## Task goal
The expected response consists solely of the lines from the line with "index pip: (433, 375)" through the last line of the material below, copied exactly.

━━━━━ Data shown ━━━━━

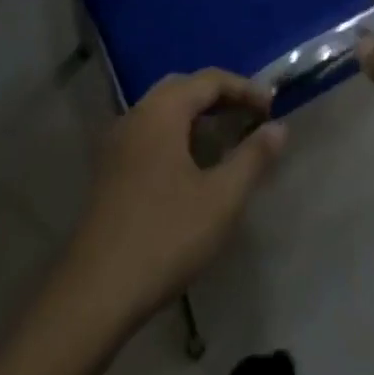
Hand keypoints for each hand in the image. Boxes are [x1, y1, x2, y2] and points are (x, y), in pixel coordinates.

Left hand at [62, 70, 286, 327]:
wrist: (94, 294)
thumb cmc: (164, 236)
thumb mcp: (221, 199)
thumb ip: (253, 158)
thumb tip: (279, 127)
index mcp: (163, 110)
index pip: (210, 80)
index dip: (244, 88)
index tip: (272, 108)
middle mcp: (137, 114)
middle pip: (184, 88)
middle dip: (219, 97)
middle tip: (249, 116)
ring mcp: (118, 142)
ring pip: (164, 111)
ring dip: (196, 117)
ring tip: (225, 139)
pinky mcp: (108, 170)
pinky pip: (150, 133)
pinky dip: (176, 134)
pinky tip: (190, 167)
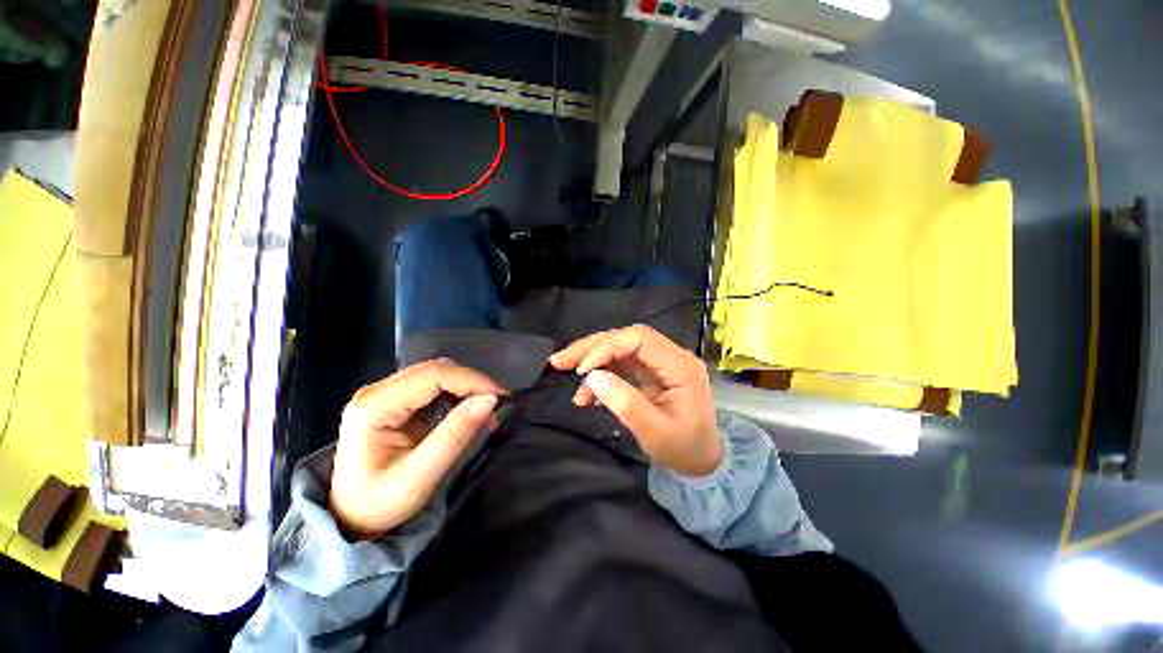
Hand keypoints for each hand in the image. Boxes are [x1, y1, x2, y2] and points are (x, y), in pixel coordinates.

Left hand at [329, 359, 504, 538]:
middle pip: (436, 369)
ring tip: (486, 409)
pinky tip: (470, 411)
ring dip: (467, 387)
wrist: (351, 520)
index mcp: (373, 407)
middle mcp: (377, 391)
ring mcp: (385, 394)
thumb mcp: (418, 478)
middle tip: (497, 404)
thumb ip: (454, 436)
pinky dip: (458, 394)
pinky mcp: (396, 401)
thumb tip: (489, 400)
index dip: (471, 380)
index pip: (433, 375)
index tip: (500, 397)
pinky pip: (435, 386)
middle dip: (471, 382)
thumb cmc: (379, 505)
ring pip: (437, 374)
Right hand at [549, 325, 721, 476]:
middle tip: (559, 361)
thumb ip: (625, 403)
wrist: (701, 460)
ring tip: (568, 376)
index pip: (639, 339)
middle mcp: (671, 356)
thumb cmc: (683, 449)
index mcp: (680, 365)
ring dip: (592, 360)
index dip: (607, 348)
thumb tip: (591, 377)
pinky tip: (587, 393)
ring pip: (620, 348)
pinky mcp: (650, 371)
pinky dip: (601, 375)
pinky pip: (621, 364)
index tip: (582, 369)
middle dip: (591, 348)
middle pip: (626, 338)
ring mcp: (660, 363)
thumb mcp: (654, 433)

━━━━━

## Expected output
index pip: (433, 375)
index tip: (500, 397)
pinky pip: (435, 386)
middle dip: (471, 382)
thumb cmc: (379, 505)
ring pip: (437, 374)
Right hand at [549, 325, 721, 476]:
middle tip: (559, 361)
thumb ip: (625, 403)
wrist: (701, 460)
ring tip: (568, 376)
index pip: (639, 339)
middle mcp: (671, 356)
thumb cmc: (683, 449)
index mcp: (680, 365)
ring dip: (592, 360)
index dip: (607, 348)
thumb tip: (591, 377)
pinky tip: (587, 393)
ring pip: (620, 348)
pinky mcp: (650, 371)
pinky dip: (601, 375)
pinky pip: (621, 364)
index tip: (582, 369)
middle dip: (591, 348)
middle pip: (626, 338)
ring mcp: (660, 363)
thumb mcp: (654, 433)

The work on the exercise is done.